Assignment: Each line that includes the word "Hatcher" should be copied from the records.

▬▬▬▬▬▬▬▬▬▬

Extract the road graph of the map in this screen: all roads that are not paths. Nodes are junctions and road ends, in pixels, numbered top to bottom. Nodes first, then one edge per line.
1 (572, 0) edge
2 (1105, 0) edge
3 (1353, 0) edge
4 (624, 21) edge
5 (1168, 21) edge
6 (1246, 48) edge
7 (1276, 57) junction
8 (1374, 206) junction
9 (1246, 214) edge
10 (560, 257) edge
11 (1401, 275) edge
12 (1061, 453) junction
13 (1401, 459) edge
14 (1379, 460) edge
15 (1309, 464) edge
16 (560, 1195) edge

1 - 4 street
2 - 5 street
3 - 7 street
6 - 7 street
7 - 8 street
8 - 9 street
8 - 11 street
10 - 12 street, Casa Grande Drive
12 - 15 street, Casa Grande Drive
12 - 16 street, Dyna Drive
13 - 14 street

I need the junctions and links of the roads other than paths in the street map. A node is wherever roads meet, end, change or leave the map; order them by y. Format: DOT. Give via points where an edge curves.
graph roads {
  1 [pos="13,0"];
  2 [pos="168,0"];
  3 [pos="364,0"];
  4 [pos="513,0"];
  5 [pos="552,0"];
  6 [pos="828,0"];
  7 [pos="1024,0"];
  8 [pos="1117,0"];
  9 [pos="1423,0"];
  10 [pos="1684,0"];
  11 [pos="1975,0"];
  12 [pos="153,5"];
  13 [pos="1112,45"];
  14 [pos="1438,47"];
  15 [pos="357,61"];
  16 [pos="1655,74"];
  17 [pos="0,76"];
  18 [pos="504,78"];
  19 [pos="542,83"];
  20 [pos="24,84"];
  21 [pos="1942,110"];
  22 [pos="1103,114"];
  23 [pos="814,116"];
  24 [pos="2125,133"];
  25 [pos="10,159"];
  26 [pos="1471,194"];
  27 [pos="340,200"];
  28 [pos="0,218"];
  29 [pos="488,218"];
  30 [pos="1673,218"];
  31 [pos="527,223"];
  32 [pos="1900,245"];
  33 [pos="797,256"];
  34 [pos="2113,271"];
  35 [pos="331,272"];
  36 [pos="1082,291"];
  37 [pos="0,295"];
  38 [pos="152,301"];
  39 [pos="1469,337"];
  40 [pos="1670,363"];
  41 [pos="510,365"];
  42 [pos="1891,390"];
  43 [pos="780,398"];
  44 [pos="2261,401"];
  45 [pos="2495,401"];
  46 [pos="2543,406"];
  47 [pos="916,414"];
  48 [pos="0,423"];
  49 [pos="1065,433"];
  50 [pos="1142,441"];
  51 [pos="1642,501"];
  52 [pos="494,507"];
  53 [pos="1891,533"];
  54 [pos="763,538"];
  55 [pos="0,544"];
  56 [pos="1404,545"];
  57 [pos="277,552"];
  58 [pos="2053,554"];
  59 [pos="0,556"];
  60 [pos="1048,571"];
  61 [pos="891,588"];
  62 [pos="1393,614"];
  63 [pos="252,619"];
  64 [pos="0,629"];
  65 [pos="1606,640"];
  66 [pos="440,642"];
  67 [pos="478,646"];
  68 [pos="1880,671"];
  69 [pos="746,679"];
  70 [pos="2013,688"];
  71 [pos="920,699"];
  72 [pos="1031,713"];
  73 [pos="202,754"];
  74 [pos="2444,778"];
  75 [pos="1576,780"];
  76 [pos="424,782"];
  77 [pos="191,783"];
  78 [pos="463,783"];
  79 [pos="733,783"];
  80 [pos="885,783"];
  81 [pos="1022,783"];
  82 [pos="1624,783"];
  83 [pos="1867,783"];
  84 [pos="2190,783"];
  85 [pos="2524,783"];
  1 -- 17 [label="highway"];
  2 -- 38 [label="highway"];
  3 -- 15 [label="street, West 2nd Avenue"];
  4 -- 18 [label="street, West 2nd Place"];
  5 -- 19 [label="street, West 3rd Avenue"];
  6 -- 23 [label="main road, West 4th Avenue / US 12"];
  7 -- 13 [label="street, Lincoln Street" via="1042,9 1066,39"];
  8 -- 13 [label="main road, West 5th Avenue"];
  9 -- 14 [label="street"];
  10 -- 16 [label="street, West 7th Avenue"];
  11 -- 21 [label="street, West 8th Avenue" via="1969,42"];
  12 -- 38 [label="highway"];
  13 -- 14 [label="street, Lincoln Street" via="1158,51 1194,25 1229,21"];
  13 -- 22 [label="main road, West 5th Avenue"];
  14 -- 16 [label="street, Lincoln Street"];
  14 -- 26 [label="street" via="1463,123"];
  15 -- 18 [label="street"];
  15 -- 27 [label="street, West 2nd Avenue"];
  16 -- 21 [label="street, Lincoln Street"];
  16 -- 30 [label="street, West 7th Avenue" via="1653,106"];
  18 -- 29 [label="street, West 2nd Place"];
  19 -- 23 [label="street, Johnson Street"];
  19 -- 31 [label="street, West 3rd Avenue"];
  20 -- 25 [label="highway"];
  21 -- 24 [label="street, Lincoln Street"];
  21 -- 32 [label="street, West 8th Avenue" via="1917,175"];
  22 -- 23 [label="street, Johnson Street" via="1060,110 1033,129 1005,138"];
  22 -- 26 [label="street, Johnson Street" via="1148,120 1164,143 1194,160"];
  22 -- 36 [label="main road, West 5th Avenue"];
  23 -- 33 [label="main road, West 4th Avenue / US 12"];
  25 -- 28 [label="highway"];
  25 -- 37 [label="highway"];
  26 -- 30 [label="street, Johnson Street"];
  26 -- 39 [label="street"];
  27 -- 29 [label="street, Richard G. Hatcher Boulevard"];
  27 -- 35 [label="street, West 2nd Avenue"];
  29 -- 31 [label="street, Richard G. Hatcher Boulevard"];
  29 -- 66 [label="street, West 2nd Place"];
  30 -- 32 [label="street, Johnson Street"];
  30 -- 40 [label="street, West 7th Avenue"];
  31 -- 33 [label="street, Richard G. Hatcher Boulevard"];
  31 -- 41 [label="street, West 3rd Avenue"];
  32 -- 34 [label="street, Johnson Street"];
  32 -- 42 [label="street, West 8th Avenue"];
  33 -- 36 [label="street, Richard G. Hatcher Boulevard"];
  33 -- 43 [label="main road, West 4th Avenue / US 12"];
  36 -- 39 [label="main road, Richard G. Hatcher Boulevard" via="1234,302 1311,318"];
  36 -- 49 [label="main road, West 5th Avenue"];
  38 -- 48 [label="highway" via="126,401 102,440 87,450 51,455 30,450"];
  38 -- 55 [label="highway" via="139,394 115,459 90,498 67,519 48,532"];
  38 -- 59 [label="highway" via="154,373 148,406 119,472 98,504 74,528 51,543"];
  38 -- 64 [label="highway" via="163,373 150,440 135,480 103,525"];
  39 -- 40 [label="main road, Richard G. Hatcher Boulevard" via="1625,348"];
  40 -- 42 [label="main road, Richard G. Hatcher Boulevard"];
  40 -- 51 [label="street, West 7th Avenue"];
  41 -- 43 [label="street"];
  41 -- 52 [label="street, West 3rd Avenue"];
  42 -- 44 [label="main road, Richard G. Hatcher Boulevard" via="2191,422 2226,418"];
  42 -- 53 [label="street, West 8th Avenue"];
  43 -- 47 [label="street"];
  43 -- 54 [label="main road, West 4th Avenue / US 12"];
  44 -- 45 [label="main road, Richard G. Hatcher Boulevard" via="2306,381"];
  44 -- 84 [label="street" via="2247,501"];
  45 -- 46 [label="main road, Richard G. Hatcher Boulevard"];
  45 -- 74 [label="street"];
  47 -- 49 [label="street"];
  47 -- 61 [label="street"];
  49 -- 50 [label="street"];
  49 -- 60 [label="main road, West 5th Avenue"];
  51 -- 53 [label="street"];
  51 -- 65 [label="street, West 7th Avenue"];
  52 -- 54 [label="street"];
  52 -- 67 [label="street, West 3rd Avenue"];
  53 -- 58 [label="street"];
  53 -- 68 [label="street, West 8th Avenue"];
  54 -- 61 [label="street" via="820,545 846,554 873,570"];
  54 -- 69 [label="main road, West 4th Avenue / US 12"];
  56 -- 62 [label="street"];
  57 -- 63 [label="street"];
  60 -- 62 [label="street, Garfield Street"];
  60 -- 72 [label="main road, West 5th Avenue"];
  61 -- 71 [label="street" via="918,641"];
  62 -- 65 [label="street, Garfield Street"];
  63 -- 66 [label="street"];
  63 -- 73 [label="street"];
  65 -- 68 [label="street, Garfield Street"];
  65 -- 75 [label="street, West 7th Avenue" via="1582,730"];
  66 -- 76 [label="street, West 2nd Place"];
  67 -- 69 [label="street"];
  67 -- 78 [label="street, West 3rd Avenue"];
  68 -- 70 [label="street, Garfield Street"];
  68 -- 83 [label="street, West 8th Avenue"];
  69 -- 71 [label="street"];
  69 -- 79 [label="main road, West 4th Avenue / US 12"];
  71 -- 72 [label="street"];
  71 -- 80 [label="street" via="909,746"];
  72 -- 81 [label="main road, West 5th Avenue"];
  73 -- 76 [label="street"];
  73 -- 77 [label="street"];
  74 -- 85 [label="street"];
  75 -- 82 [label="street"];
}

▬▬▬▬▬▬▬▬▬▬

Completed exercise:
  27 -- 29 [label="street, Richard G. Hatcher Boulevard"];
  29 -- 31 [label="street, Richard G. Hatcher Boulevard"];
  31 -- 33 [label="street, Richard G. Hatcher Boulevard"];
  33 -- 36 [label="street, Richard G. Hatcher Boulevard"];
  36 -- 39 [label="main road, Richard G. Hatcher Boulevard" via="1234,302 1311,318"];
  39 -- 40 [label="main road, Richard G. Hatcher Boulevard" via="1625,348"];
  40 -- 42 [label="main road, Richard G. Hatcher Boulevard"];
  42 -- 44 [label="main road, Richard G. Hatcher Boulevard" via="2191,422 2226,418"];
  44 -- 45 [label="main road, Richard G. Hatcher Boulevard" via="2306,381"];
  45 -- 46 [label="main road, Richard G. Hatcher Boulevard"];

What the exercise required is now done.